Soul
"Life is more than just a gig."
The first thing that struck me wasn’t the metaphysical "Great Before" or the glowing blue souls; it was the dust. In the opening scenes of Soul, as Joe Gardner stands in a chaotic middle school band room, you can practically see the particles of chalk and floor-wax hovering in the afternoon sun. It’s a level of tactile, grimy realism that Pixar usually reserves for the rust on a sentient car, but here, it’s used to ground us in a very specific, very tired New York City. I watched this for the first time on a cracked iPad screen while my radiator hissed like a disgruntled serpent, and even in that lo-fi setting, the artistry felt gargantuan.
A Jazz Odyssey in the Streaming Age
Released in the thick of the 2020 pandemic, Soul didn't get the red-carpet theatrical rollout it deserved. Instead, it landed directly on Disney+, becoming the ultimate "stay-at-home" prestige film. In an era where "content" often feels like it’s being squeezed out of a toothpaste tube, Pete Docter (the brain behind Up and Inside Out) and co-director Kemp Powers delivered something that felt dangerously close to a mid-life crisis disguised as a kids' movie.
Jamie Foxx provides the voice of Joe, a man who has spent his entire life waiting for his "real" life to start. When he finally lands a dream gig playing piano with jazz legend Dorothea Williams (Angela Bassett), he immediately falls down an open manhole. It’s a classic comedic beat, but the consequences are existential. Joe’s soul ends up on a conveyor belt to the "Great Beyond," and his desperate scramble to get back to Earth leads him to the "Great Before"—a pastel-hued nursery for unborn souls.
The Odd Couple of the Afterlife
This is where the movie shifts from a gritty New York drama into a whimsical, high-concept comedy. Joe is tasked with mentoring 22, voiced by Tina Fey with a pitch-perfect "jaded teenager" energy. 22 has been stuck in the Great Before for centuries, having successfully annoyed previous mentors like Abraham Lincoln and Mother Teresa. She has no interest in Earth; Joe has no interest in staying dead.
The chemistry here works because Jamie Foxx plays Joe with a frantic, obsessive sincerity that balances Tina Fey’s cynical detachment. But the real scene-stealers are the "Jerrys"—abstract, 2D-line-art counselors voiced by the likes of Alice Braga and Richard Ayoade. They look like something Picasso would have doodled on a napkin after three martinis, and their polite, bureaucratic approach to the universe’s mysteries is a comedic highlight.
However, I have to be honest: The body-swap subplot involving a therapy cat is a total 'studio-mandated' distraction.
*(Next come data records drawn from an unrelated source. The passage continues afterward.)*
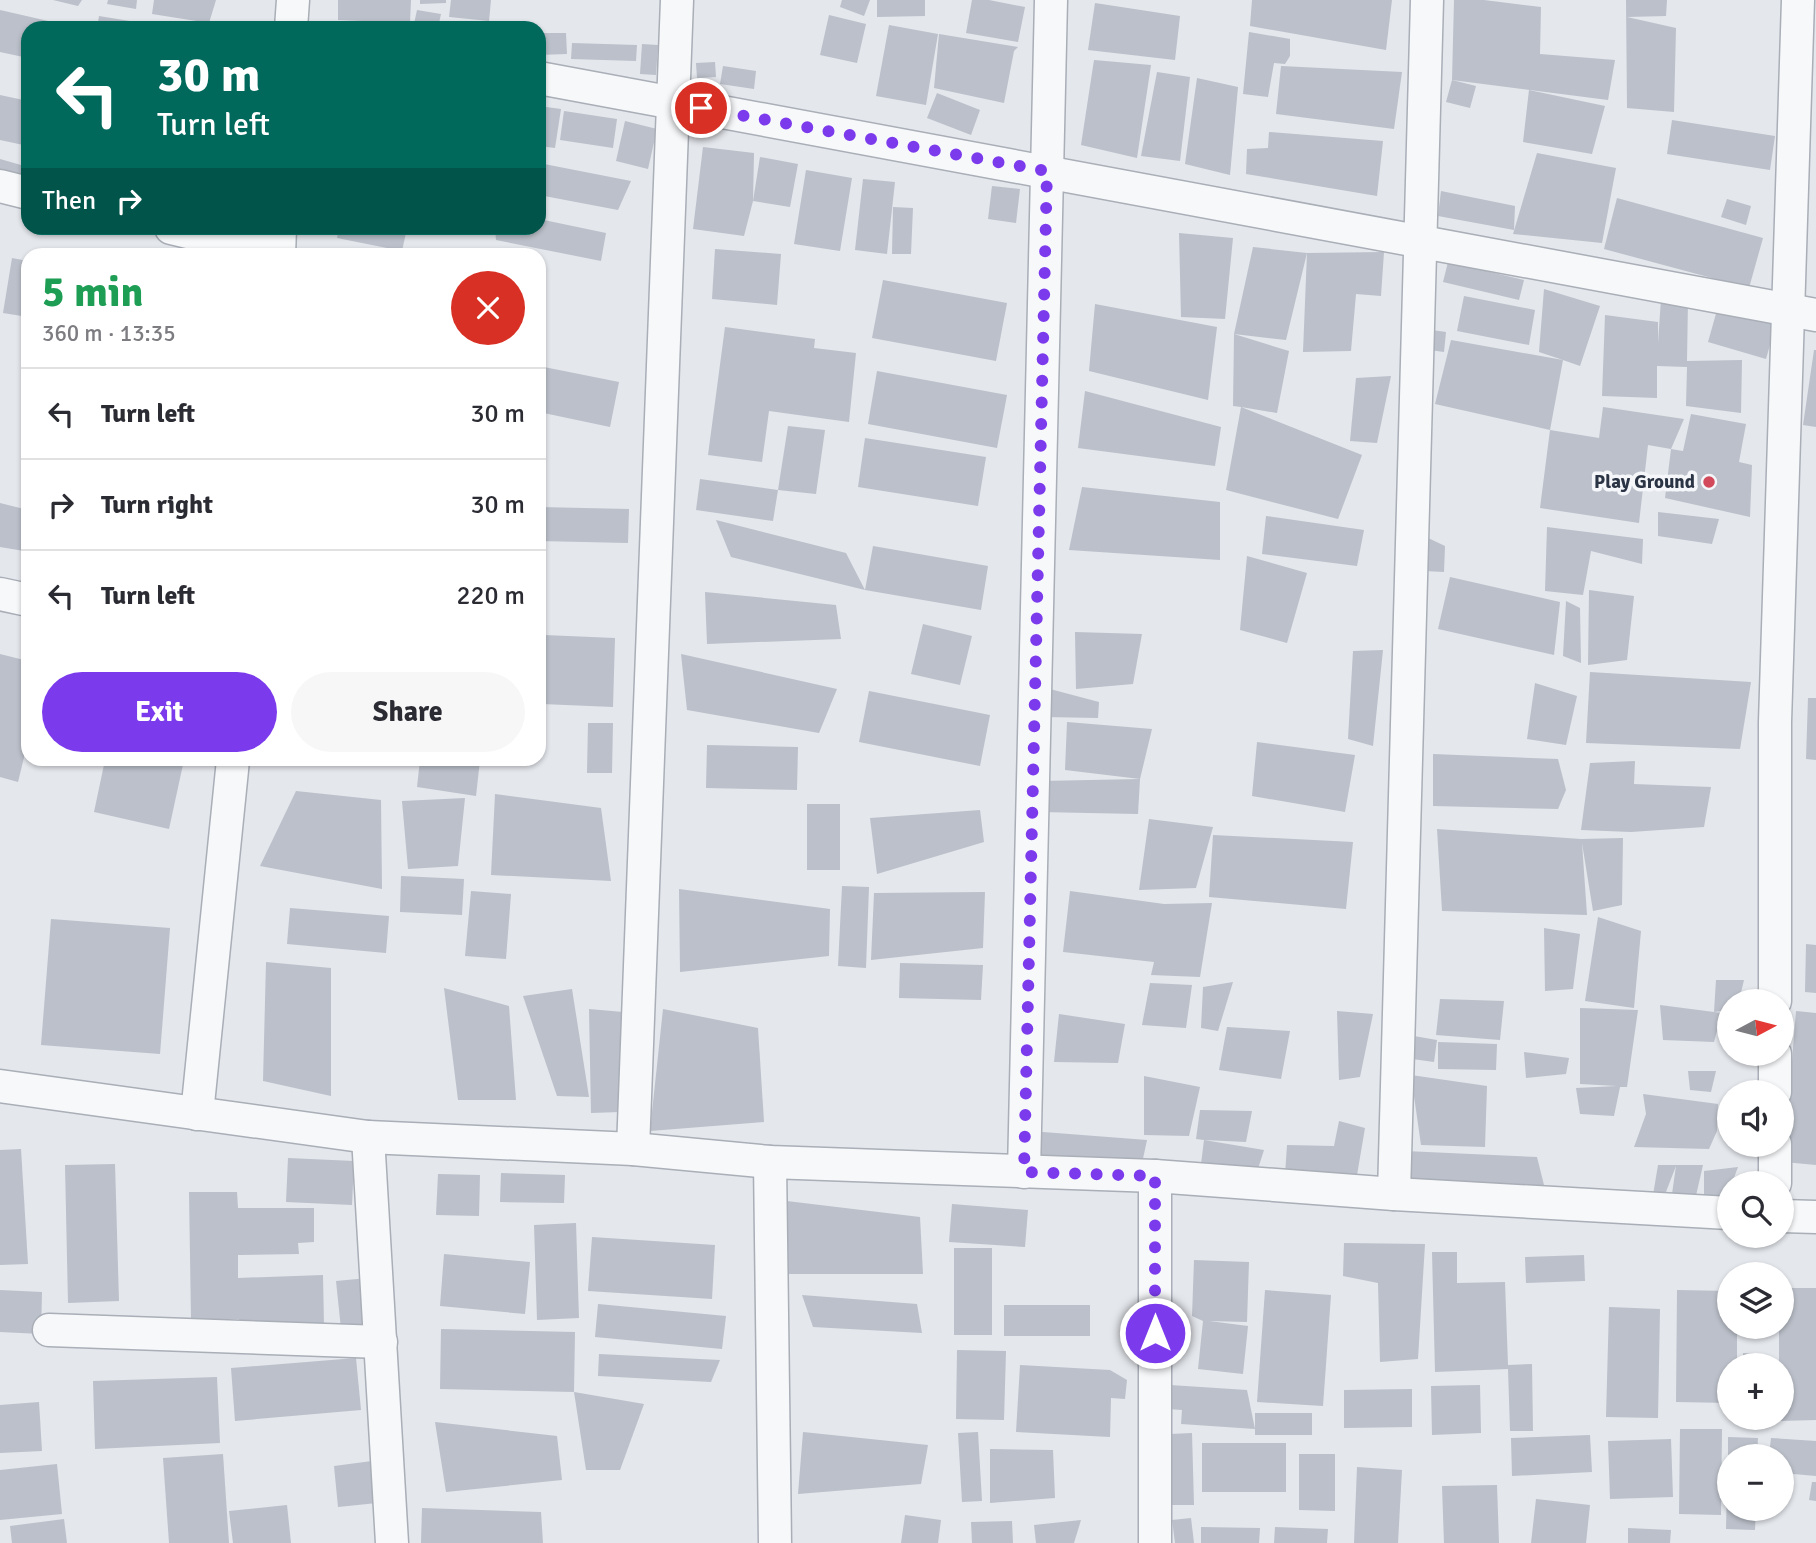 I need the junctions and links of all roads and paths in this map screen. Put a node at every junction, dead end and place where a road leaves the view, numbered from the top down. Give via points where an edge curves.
1 (293, 0) edge
2 (677, 0) edge
3 (1051, 0) edge
4 (1427, 0) edge
5 (1798, 0) edge
6 (292, 21) edge
7 (546, 79) edge
8 (674, 104) junction
9 (1047, 171) junction
10 (0, 186) edge
11 (21, 191) edge
12 (213, 235) edge
13 (1422, 241) junction
14 (279, 246) edge
15 (1803, 312) edge
16 (0, 594) edge
17 (21, 598) edge
18 (232, 766) edge
19 (1775, 989) edge
20 (0, 1086) edge
21 (197, 1114) junction
22 (368, 1137) junction
23 (633, 1149) junction
24 (770, 1162) junction
25 (1024, 1172) junction
26 (1155, 1176) junction
27 (1394, 1194) junction
28 (1717, 1212) edge
29 (1794, 1216) edge
30 (1816, 1217) edge
31 (49, 1331) dead end
32 (382, 1342) junction
33 (392, 1543) edge
34 (775, 1543) edge
35 (1155, 1543) edge

1 - 6 street
2 - 8 street
3 - 9 street
4 - 13 street
5 - 15 street
7 - 8 street
8 - 9 street
8 - 23 street
9 - 13 street
9 - 25 street
10 - 11 street
12 - 14 street
13 - 15 street
13 - 27 street
15 - 19 street via 1775,722
16 - 17 street
18 - 21 street
20 - 21 street
21 - 22 street
22 - 23 street
22 - 32 street
23 - 24 street
24 - 25 street
24 - 34 street
25 - 26 street
26 - 27 street
26 - 35 street
27 - 28 street
29 - 30 street
31 - 32 street
32 - 33 street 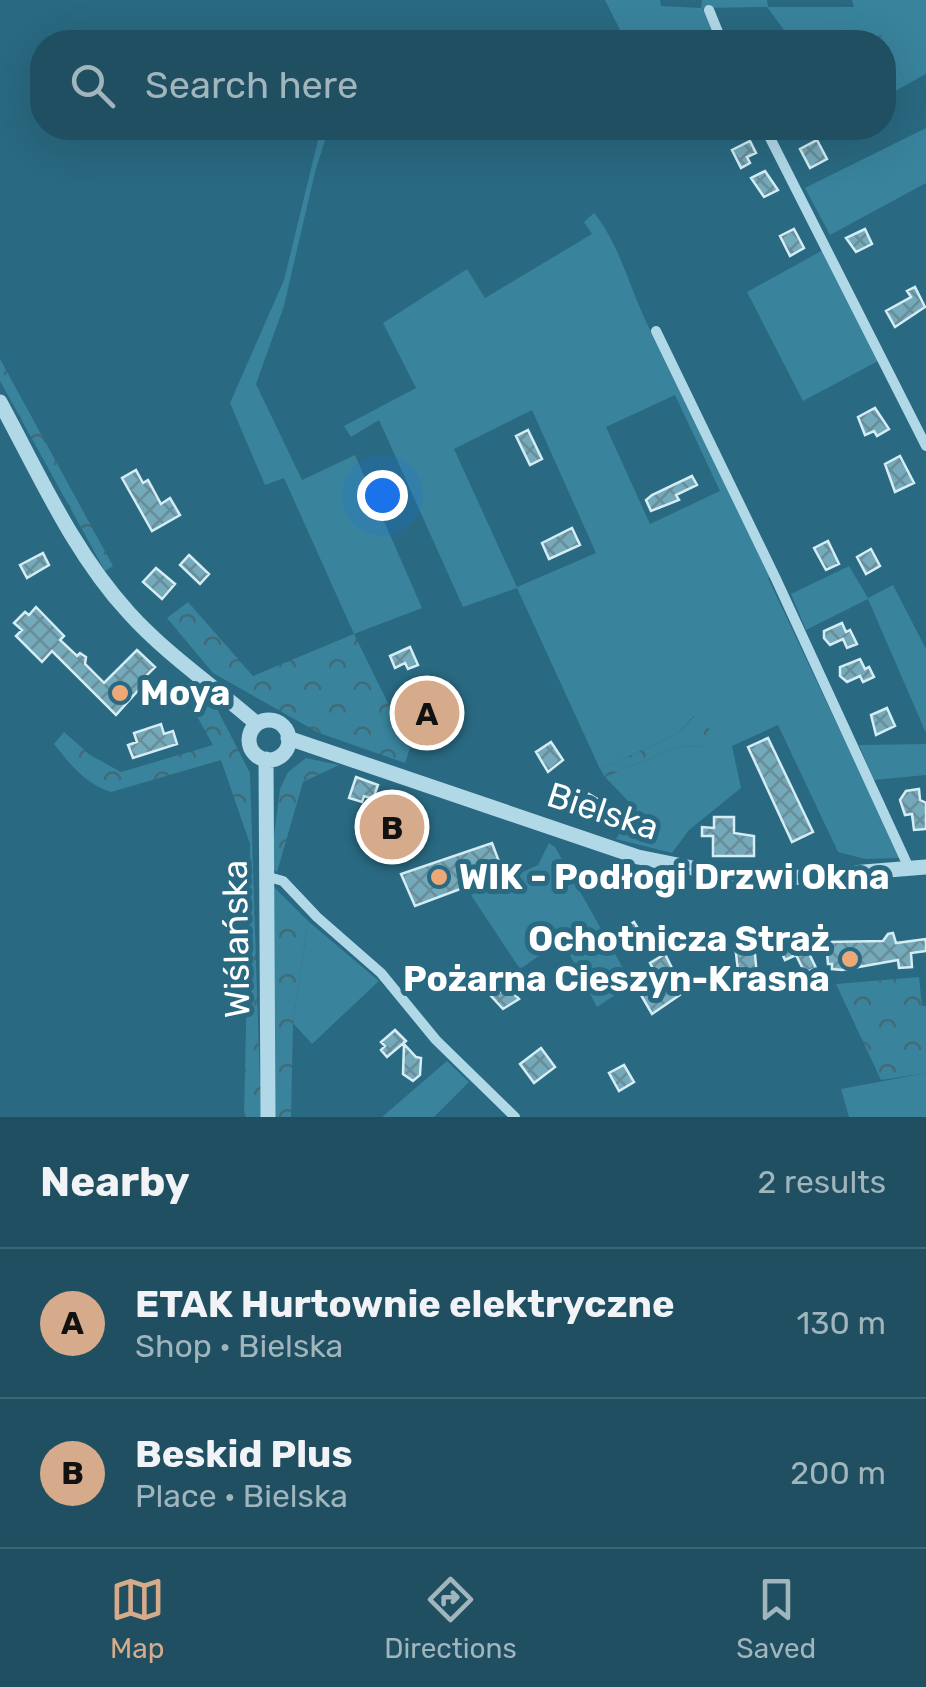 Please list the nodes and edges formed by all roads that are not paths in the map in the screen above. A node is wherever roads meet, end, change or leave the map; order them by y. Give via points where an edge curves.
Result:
1 (709, 10) dead end
2 (717, 30) edge
3 (771, 140) edge
4 (656, 331) dead end
5 (0, 402) edge
6 (926, 446) edge
7 (257, 724) junction
8 (288, 738) junction
9 (266, 760) junction
10 (918, 867) edge
11 (265, 876) junction
12 (268, 1117) edge
13 (514, 1117) edge

1 - 2 street
3 - 6 street
4 - 10 street, Bielska
5 - 7 street via 108,587 158,642
7 - 8 street via 274,721
7 - 9 street via 251,748
8 - 9 street via 282,754
8 - 10 street, Bielska via 638,857 694,869 777,878
9 - 11 street, Wiślańska
11 - 12 street, Wiślańska
11 - 13 street via 283,881 381,973 436,1040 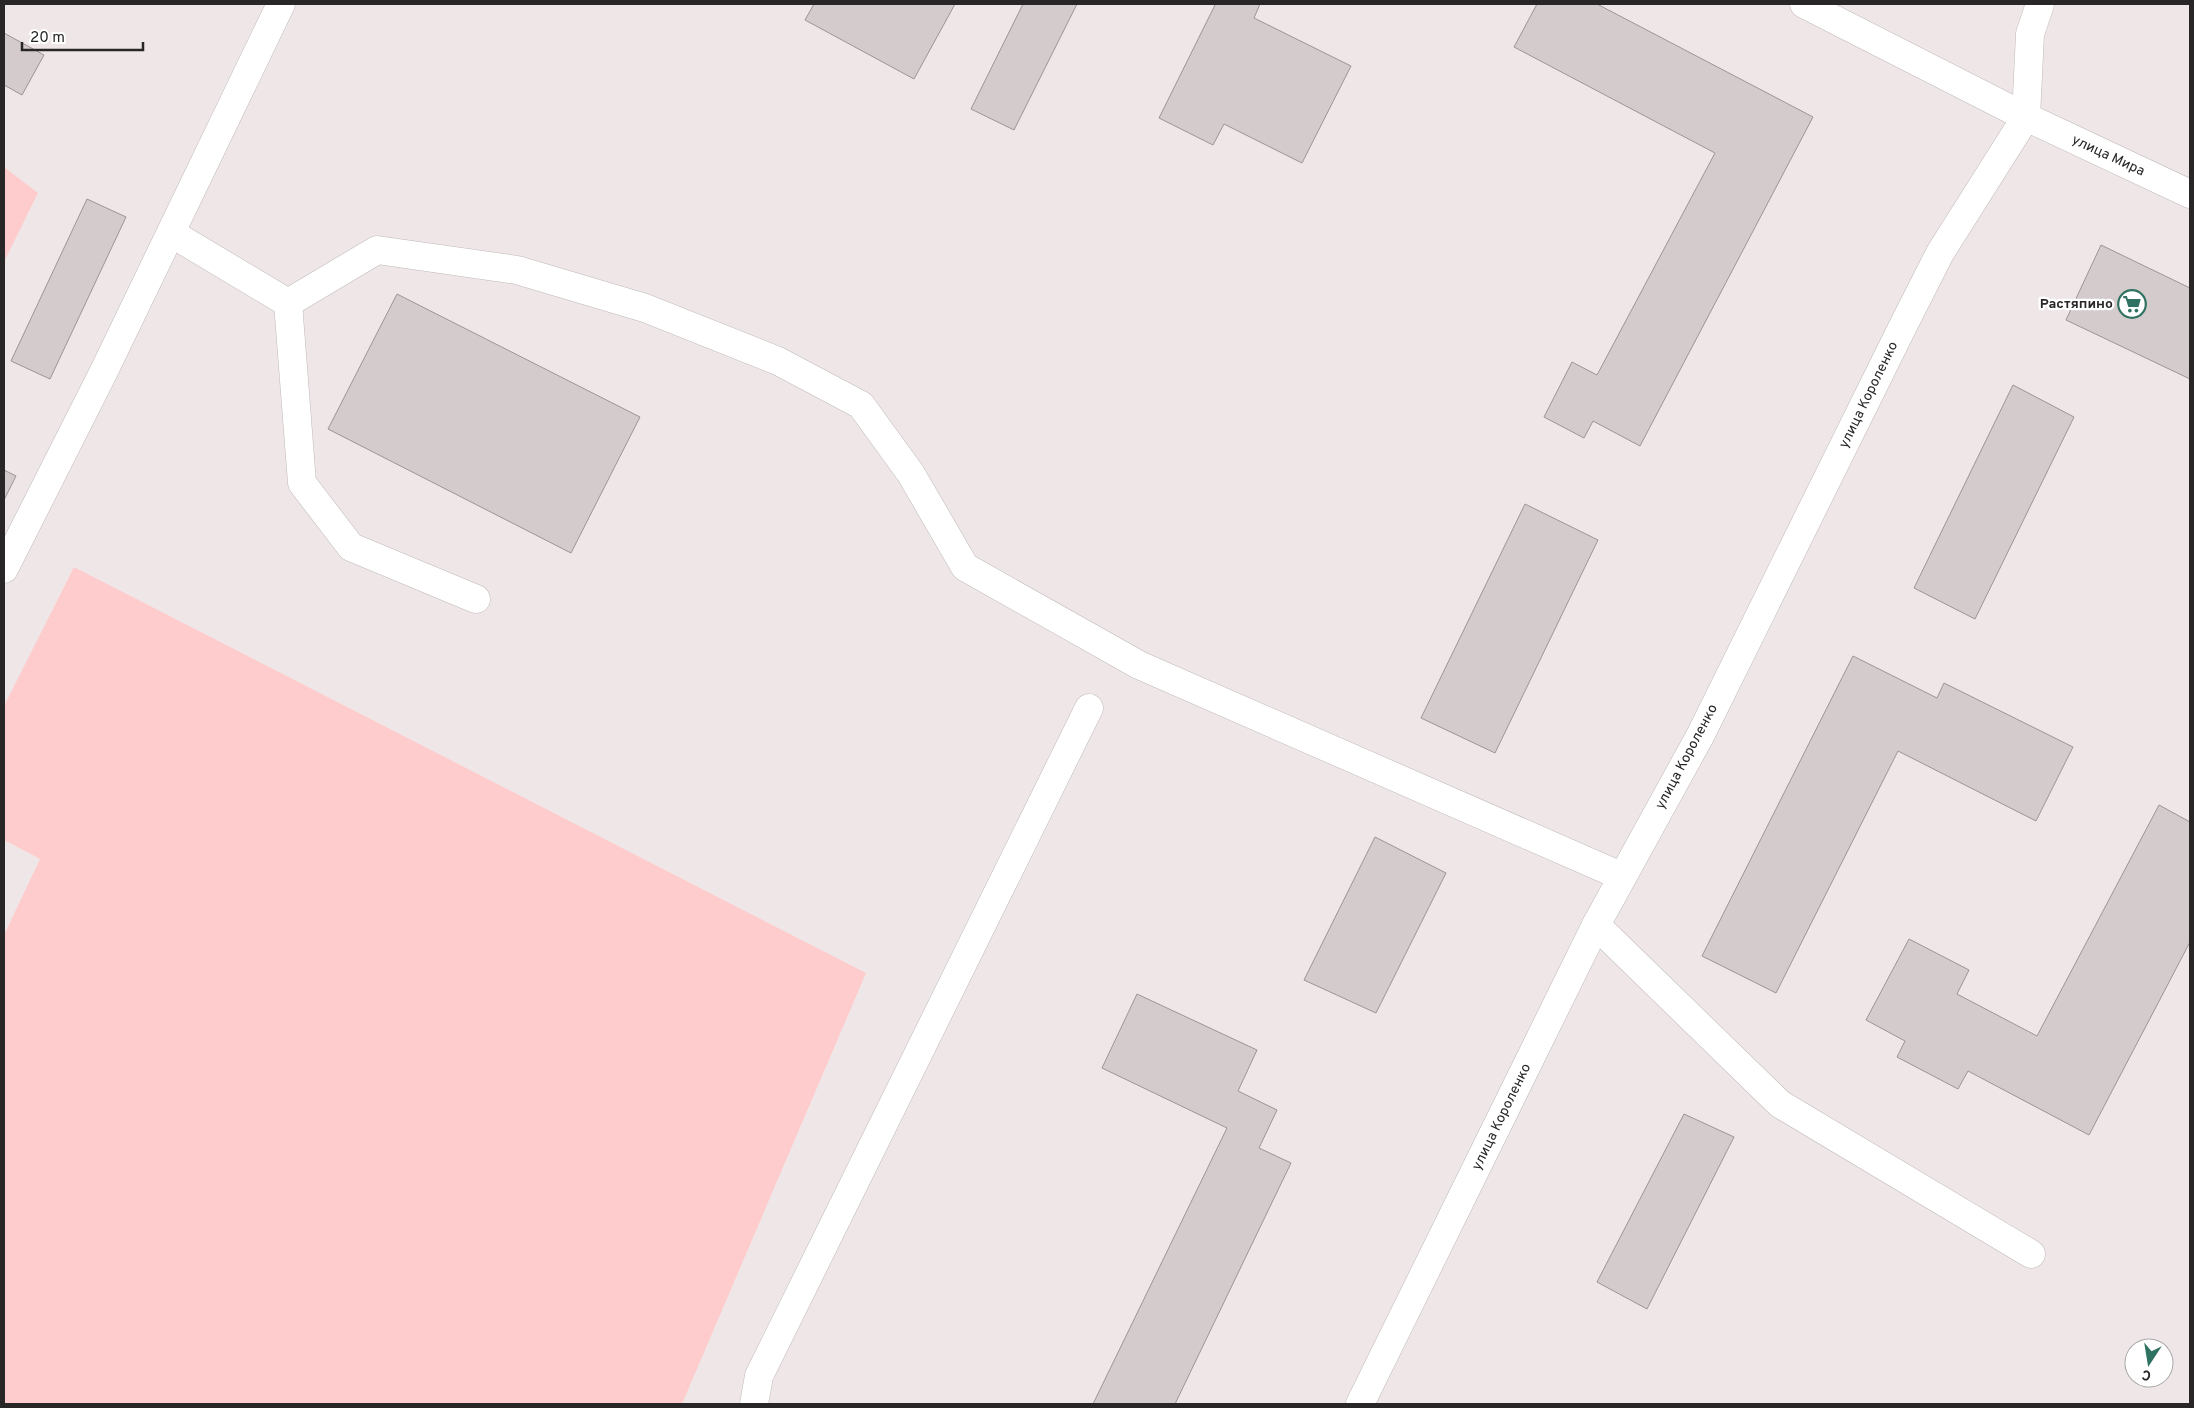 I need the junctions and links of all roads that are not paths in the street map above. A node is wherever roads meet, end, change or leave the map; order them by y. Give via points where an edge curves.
1 (281, 4) edge
2 (1804, 4) edge
3 (2040, 4) edge
4 (2026, 117) junction
5 (2190, 194) edge
6 (171, 233) junction
7 (288, 303) junction
8 (4, 569) edge
9 (476, 599) dead end
10 (1089, 708) dead end
11 (1621, 876) junction
12 (1596, 925) junction
13 (2031, 1254) dead end
14 (754, 1404) edge
15 (1360, 1404) edge

1 - 6 street
2 - 4 street, улица Мира
3 - 4 street via 2030,34
4 - 5 street, улица Мира
4 - 11 street, улица Короленко via 1940,253 1700,736
6 - 7 street
6 - 8 street
7 - 9 street via 302,483 351,547
7 - 11 street via 377,250 517,270 645,308 778,361 860,405 912,474 965,567 1139,664
10 - 14 street via 759,1376
11 - 12 street, улица Короленко
12 - 13 street via 1780,1104
12 - 15 street, улица Короленко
While seeing 22 experience Earth for the first time inside Joe’s body leads to some beautiful moments, the slapstick "cat-and-man" routine feels like Pixar got cold feet about making a pure philosophical drama and decided they needed a literal hairball for the kids.
The Sound of the Soul
You can't talk about Soul without talking about the music. It’s a tale of two soundtracks. On one hand, you have the earthy, percussive, sweat-on-the-keys jazz composed by Jon Batiste. On the other, you have the ethereal, chilly, synth-heavy soundscape of the soul world created by Trent Reznor and Atticus Ross (of Nine Inch Nails fame).
The way these two musical worlds interact is nothing short of brilliant. When Joe "slips into the zone" while playing, the animation shifts, the colors bleed, and for a second, you understand exactly what it feels like to be truly lost in your craft. It’s one of the best depictions of the creative process ever put to film. Behind the scenes, the production team went to incredible lengths for authenticity, even filming Jon Batiste’s hands as he played to ensure Joe’s finger movements on the piano were technically accurate.
Prestige and Purpose
As a "Prestige Film," Soul cleaned up. It bagged the Oscar for Best Animated Feature and Best Original Score, and it was the first Pixar film to feature a Black protagonist—a milestone that Kemp Powers ensured was handled with cultural specificity, particularly in the wonderful barbershop sequence. It’s a film that asks big, terrifying questions: What if I’m not special? What if my "spark" isn't a career, but just the way I enjoy a piece of pizza?
In the franchise-heavy landscape of the 2020s, Soul stands out because it isn't trying to set up a "Great Before Cinematic Universe." It’s a self-contained, deeply personal argument for the value of a quiet life. It’s a comedy that makes you laugh at a pirate ship captained by a sign-spinner named Moonwind (Graham Norton), only to punch you in the gut five minutes later with a montage of falling autumn leaves.
Soul is a rare bird—a technical masterpiece that manages to feel handmade and messy. While the middle-act hijinks lean a bit too hard into traditional "cartoon" territory, the ending is one of the most transcendent things Pixar has ever produced. It’s a film that demands you stop worrying about your "purpose" for ninety minutes and just enjoy the music. Even if you’re watching it on a cracked screen with a noisy radiator for company, it’s impossible not to feel the spark.